[Overlook Film Festival] Review: DACHRA is a Fantastic Debut From Tunisian Director Abdelhamid Bouchnak
The following review comes from the Overlook Film Festival, one of the most exciting and rapidly growing genre film festivals in the world.
The Overlook Film Festival not only delivers on the highly anticipated genre films, but it also brings to light some international and indie flicks you might not have heard of. An example of that is Abdelhamid Bouchnak’s Dachra. Until I saw the festival lineup, I had never heard of this film. The Tunisian film may not be on most fan’s radar at the moment, but I’m guessing it will be as it pops up at more festivals.
Dachra is the feature film debut for writer and director Abdelhamid Bouchnak. The film follows Yassmine, a young journalism student, and two of her friends. They get a class assignment to find an exclusive story they can do a video of. One of the friends tells the story of a woman who was found mangled 20 years ago and has been in an asylum ever since. The three students follow the breadcrumbs to find out what happened to the woman, only to come face-to-face with witchcraft, cannibalism, and life-altering secrets.
This film drips with tension and ambience. As Dachra moves forward, new layers of mystery are added to the plot. It is all the more intriguing as the audience is allowed to discover thrilling new clues to unlock the mystery right along with the journalism students. The investigation moves from the grounded reality of the big city to the frightening mysticism of the country, keeping the audience interested. The moment the students arrive at the small village it is like stepping into another world and another time.
A fascinating plot isn’t necessarily enough, though. As the film approaches the third act the pacing almost comes to a halt, leaving the audience wondering when the climax will begin. The climax itself is quite exciting when it finally happens and reveals some shocking new information. Yet the new information may also be tied up a little too nicely in a perfect bow, giving the audience every last detail to make sure they understand. It all leads to the disturbing finale, with a last scene that is a bit abrupt, but definitely packs a punch.

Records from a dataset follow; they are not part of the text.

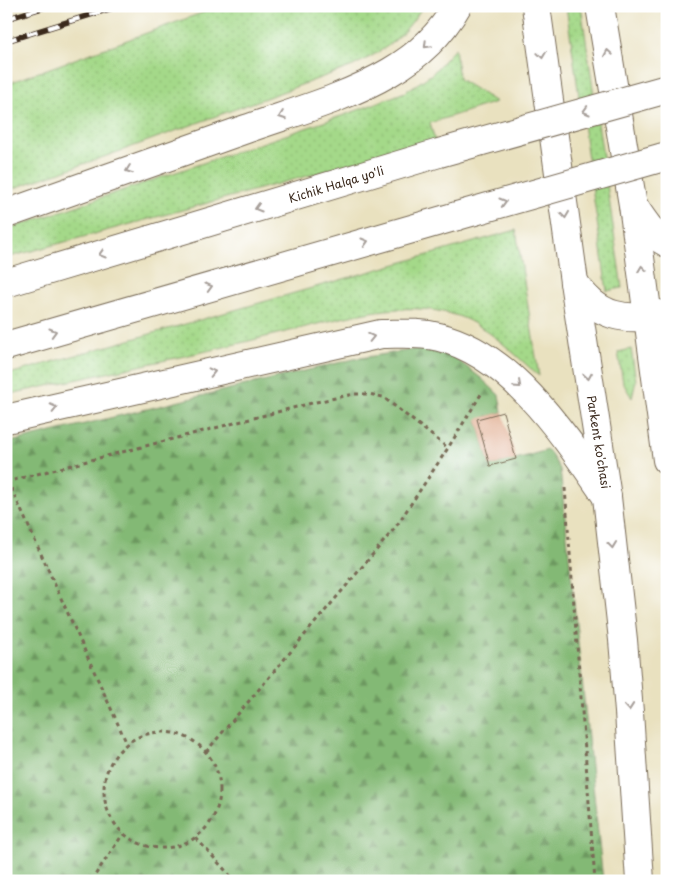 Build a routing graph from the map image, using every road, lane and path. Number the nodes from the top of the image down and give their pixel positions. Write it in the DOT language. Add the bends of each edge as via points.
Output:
graph roads {
  1 [pos="457,6"];
  2 [pos="536,6"];
  3 [pos="600,6"];
  4 [pos="667,88"];
  5 [pos="667,156"];
  6 [pos="633,205"];
  7 [pos="6,214"];
  8 [pos="667,243"];
  9 [pos="574,282"];
  10 [pos="6,283"];
  11 [pos="658,316"];
  12 [pos="6,346"];
  13 [pos="486,387"];
  14 [pos="6,419"];
  15 [pos="448,448"];
  16 [pos="667,460"];
  17 [pos="7,482"];
  18 [pos="607,497"];
  19 [pos="566,502"];
  20 [pos="127,744"];
  21 [pos="206,752"];
  22 [pos="123,834"];
  23 [pos="196,838"];
  24 [pos="91,881"];
  25 [pos="235,881"];
  26 [pos="595,881"];
  27 [pos="640,881"];
  1 -- 7 [label="main road, one-way" via="426,47 378,78 306,108"];
  2 -- 9 [label="main road, Parkent ko'chasi, one-way"];
  6 -- 3 [label="main road, one-way"];
  4 -- 10 [label="main road, Kichik Halqa yo'li, one-way, bridge"];
  12 -- 5 [label="main road, one-way, bridge"];
  6 -- 8 [label="main road" via="651,230"];
  11 -- 6 [label="main road, one-way"];
  9 -- 11 [label="main road" via="588,300 606,313 627,318"];
  9 -- 18 [label="main road, Parkent ko'chasi, one-way"];
  11 -- 16 [label="main road"];
  13 -- 15 [label="path"];
  14 -- 18 [label="main road, one-way" via="382,334 416,333 440,337 468,348 524,390 554,421"];
  15 -- 17 [label="path" via="383,398 354,394"];
  15 -- 21 [label="path" via="395,528"];
  17 -- 20 [label="path"];
  18 -- 27 [label="main road, Parkent ko'chasi, one-way" via="627,685"];
  19 -- 26 [label="path"];
  20 -- 21 [label="path" via="154,732 173,733 191,740"];
  20 -- 22 [label="path" via="109,764 104,782 104,802 111,819"];
  21 -- 23 [label="path" via="216,768 220,788 218,807"];
  22 -- 23 [label="path" via="140,844 159,849 178,846"];
  22 -- 24 [label="path"];
  23 -- 25 [label="path"];
} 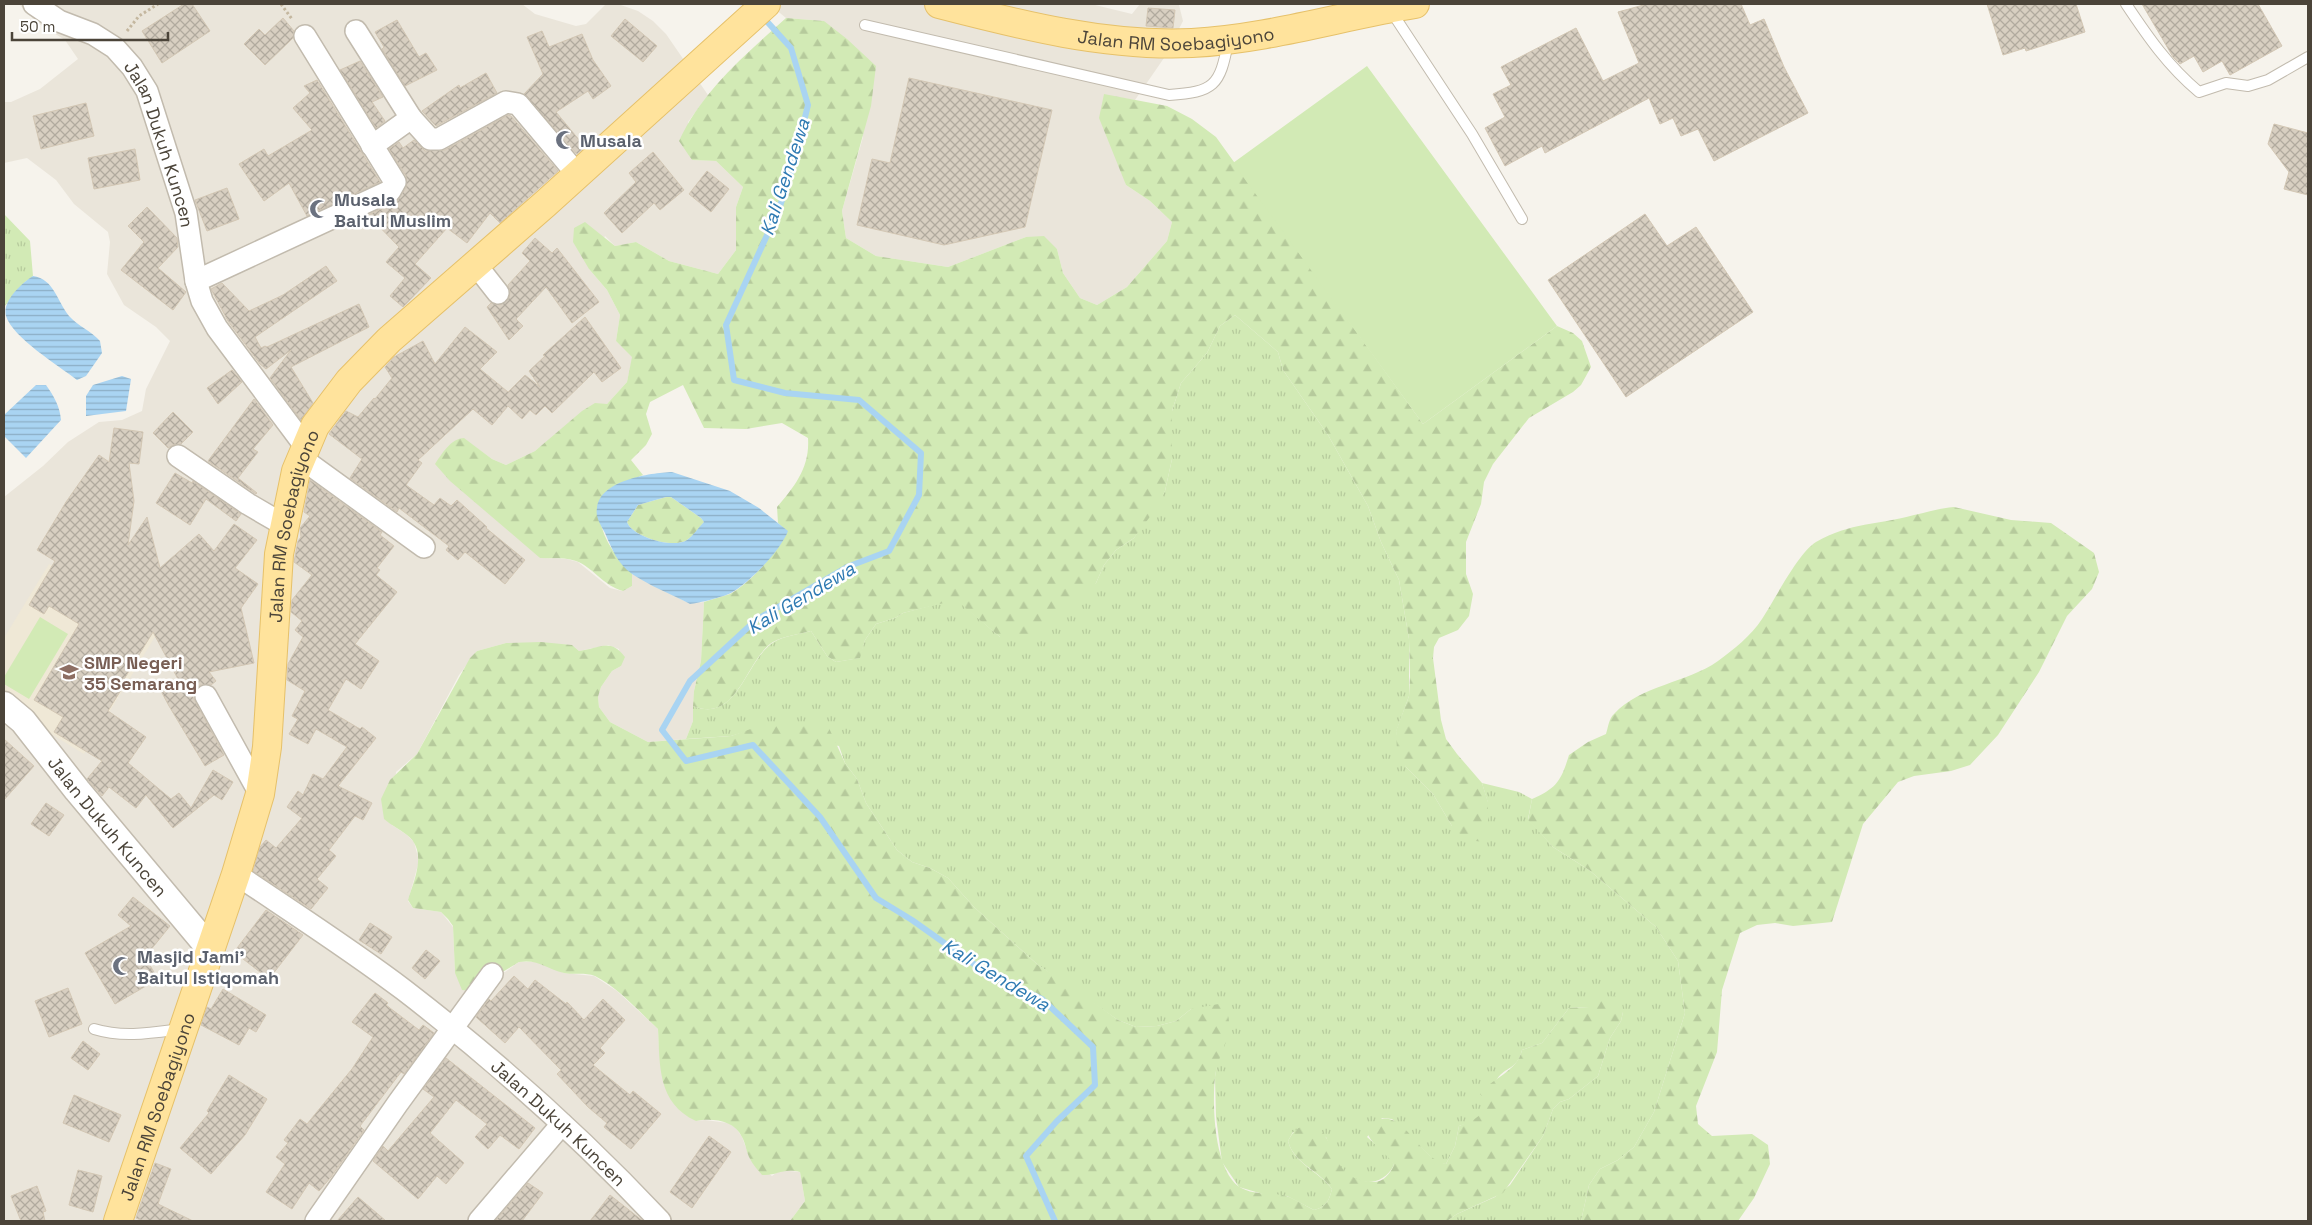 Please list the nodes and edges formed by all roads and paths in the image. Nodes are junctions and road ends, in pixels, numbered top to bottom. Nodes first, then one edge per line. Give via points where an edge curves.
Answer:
1 (34, 4) edge
2 (158, 4) edge
3 (939, 4) edge
4 (2126, 4) edge
5 (764, 5) edge
6 (1402, 6) edge
7 (1334, 12) edge
8 (866, 25) dead end
9 (356, 31) dead end
10 (304, 36) dead end
11 (1229, 39) junction
12 (115, 48) junction
13 (2308, 57) edge
14 (411, 118) junction
15 (372, 146) junction
16 (577, 174) junction
17 (1522, 219) dead end
18 (476, 265) junction
19 (196, 281) junction
20 (498, 293) dead end
21 (303, 452) junction
22 (178, 456) dead end
23 (284, 525) junction
24 (424, 547) dead end
25 (206, 696) dead end
26 (4, 705) edge
27 (260, 794) junction
28 (236, 874) junction
29 (211, 950) junction
30 (492, 974) dead end
31 (452, 1028) junction
32 (94, 1029) dead end
33 (182, 1029) junction
34 (562, 1124) junction
35 (118, 1221) edge
36 (316, 1221) edge
37 (479, 1221) edge
38 (660, 1221) edge

1 - 12 street, Jalan Dukuh Kuncen via 59,21 92,34
2 - 12 path via 140,16
3 - 11 main road, Jalan RM Soebagiyono via 1061,32 1109,39 1192,43
4 - 13 lane via 2156,49 2198,92 2226,83 2248,86 2268,80
5 - 16 main road, Jalan RM Soebagiyono
6 - 7 main road, Jalan RM Soebagiyono
6 - 17 lane
7 - 11 main road, Jalan RM Soebagiyono via 1280,32
8 - 11 lane via 1169,95 1190,94 1217,81
9 - 14 street
10 - 15 street
12 - 19 street, Jalan Dukuh Kuncen via 147,91 186,213
14 - 15 street
14 - 16 street via 430,138 439,139 506,102 518,104
15 - 19 street via 395,182 390,191
16 - 18 main road, Jalan RM Soebagiyono
18 - 20 street
18 - 21 main road, Jalan RM Soebagiyono via 389,340 349,381 331,401
19 - 21 street, Jalan Dukuh Kuncen via 202,302 217,328
21 - 23 main road, Jalan RM Soebagiyono
21 - 24 street, Jalan Dukuh Kuncen
22 - 23 street
23 - 27 main road, Jalan RM Soebagiyono via 279,554 267,747
25 - 27 street
26 - 29 street, Jalan Dukuh Kuncen via 23,721
27 - 28 main road, Jalan RM Soebagiyono
28 - 29 main road, Jalan RM Soebagiyono
28 - 31 street, Jalan Dukuh Kuncen
29 - 33 main road, Jalan RM Soebagiyono
30 - 31 street
31 - 34 street, Jalan Dukuh Kuncen
31 - 36 street
32 - 33 lane via 135,1035
33 - 35 main road, Jalan RM Soebagiyono
34 - 37 street
34 - 38 street, Jalan Dukuh Kuncen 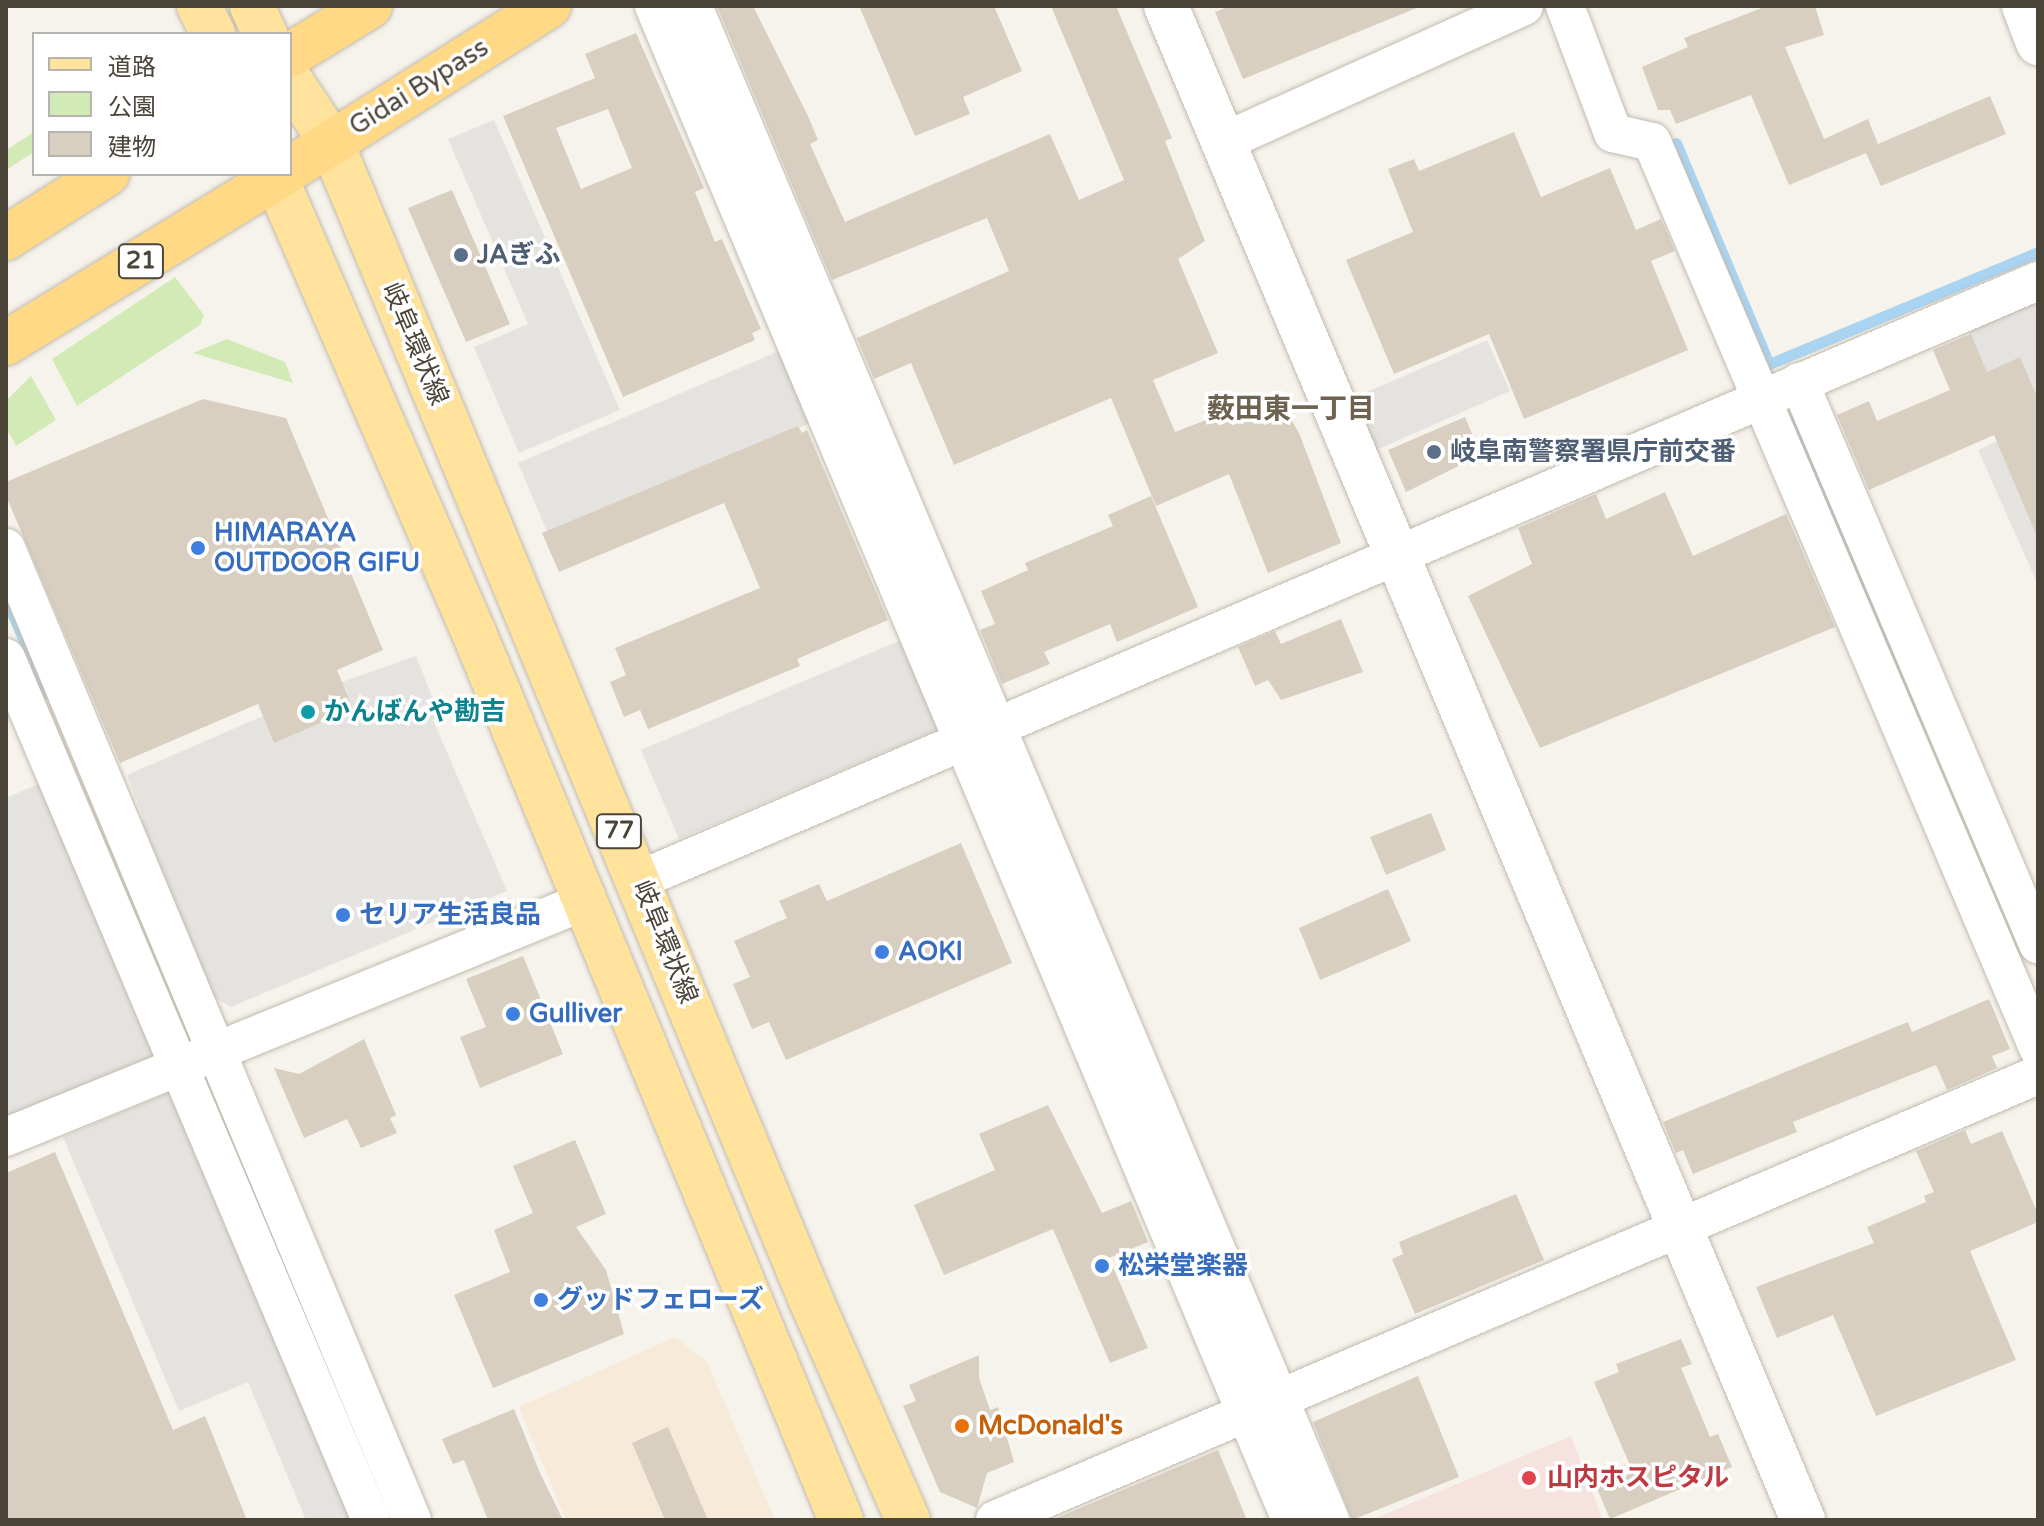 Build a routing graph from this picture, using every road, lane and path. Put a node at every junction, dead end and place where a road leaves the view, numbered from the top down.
1 (199, 6) edge
2 (252, 6) edge
3 (370, 6) edge
4 (549, 6) edge
5 (654, 6) edge
6 (693, 6) edge
7 (1166, 6) edge
8 (1524, 6) edge
9 (1565, 6) edge
10 (2024, 6) edge
11 (212, 32) edge
12 (264, 32) edge
13 (2038, 43) edge
14 (292, 54) edge
15 (292, 83) edge
16 (331, 142) junction
17 (1223, 142) junction
18 (292, 167) edge
19 (104, 176) edge
20 (278, 176) edge
21 (282, 176) edge
22 (6, 238) edge
23 (2038, 281) edge
24 (6, 343) edge
25 (1799, 382) junction
26 (1761, 398) junction
27 (6, 548) edge
28 (1395, 554) junction
29 (6, 658) edge
30 (983, 731) junction
31 (639, 880) junction
32 (583, 902) junction
33 (2038, 944) edge
34 (2038, 1048) edge
35 (216, 1051) junction
36 (179, 1067) junction
37 (2038, 1075) edge
38 (6, 1137) edge
39 (1680, 1228) junction
40 (1264, 1405) junction
41 (371, 1520) edge
42 (412, 1520) edge
43 (841, 1520) edge
44 (908, 1520) edge
45 (995, 1520) edge
46 (1291, 1520) edge
47 (1330, 1520) edge
48 (1803, 1520) edge

1 - 11 main road
2 - 12 main road
3 - 14 highway
4 - 16 highway, Gidai Bypass / 21
5 - 30 street
6 - 30 street
7 - 17 street
8 - 17 street
9 - 26 street
10 - 13 street
15 - 16 main road, 77
16 - 18 highway, Gidai Bypass / 21
16 - 31 main road, 岐阜環状線 / 77
17 - 28 street
19 - 22 highway
20 - 24 highway, Gidai Bypass / 21
21 - 32 main road, 77
23 - 25 street
25 - 26 street
25 - 33 street
26 - 28 street
26 - 34 street
27 - 35 street
28 - 30 street
28 - 39 street
29 - 36 street
30 - 31 street
30 - 40 street
31 - 44 main road, 岐阜環状線 / 77
32 - 35 street
32 - 43 main road, 77
35 - 36 street
35 - 42 street
36 - 38 street
36 - 41 street
37 - 39 street
39 - 40 street
39 - 48 street
40 - 45 street
40 - 46 street
40 - 47 street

The performances in this film are unique in that none of the characters are particularly endearing. The three journalism students are all somewhat obnoxious and bratty. Yet I love them because they feel like real people instead of just characters in a film. The most likeable character is Yassmine, played by Yassmine Dimassi in her first feature film role. She can definitely be obnoxious, but she is also the peacekeeper between her other two friends. Dimassi’s performance makes you care about Yassmine’s fate by the end of the film, which is vital in a horror film. Honorable mention goes to the other two journalism students, played Aziz Jbali and Bilel Slatnia in their first film roles.
This stunning film expertly utilizes striking cinematography to add to the ominous appearance. The color palette in Dachra is very dark and dreary, the only bright colors being from the green in nature and the red/orange jacket worn by the creepiest little girl in history. The color palette is made even more dreary by the use of both smoke and fog. The haziness only adds to the mystical look and feel of the film, especially when the students first emerge from the fog and arrive in a village of women who don’t talk and with meat hanging all around. This method helps convey the idea that this village is like another world. The filmmakers use some fantastic panning shots and unique angles to draw the eye. Even if the film feels slow at parts, it is still a gorgeously made film that is a feast for the eyes.
Dachra transports the audience to a dark and mysterious other world fraught with tension and dread. While I wish I didn’t have to warn people of this, I personally know many horror fans that refuse to watch films with subtitles, which Dachra has. Don’t let that be a deterrent. This Tunisian film creates some fascinating mythology and delivers on twists and turns to keep you sucked in. There are times when the pacing slows a bit too much, but the gorgeous look of the film and strong performances help to make up for it. No matter how you look at it, this is a fantastic feature film debut for writer and director Abdelhamid Bouchnak.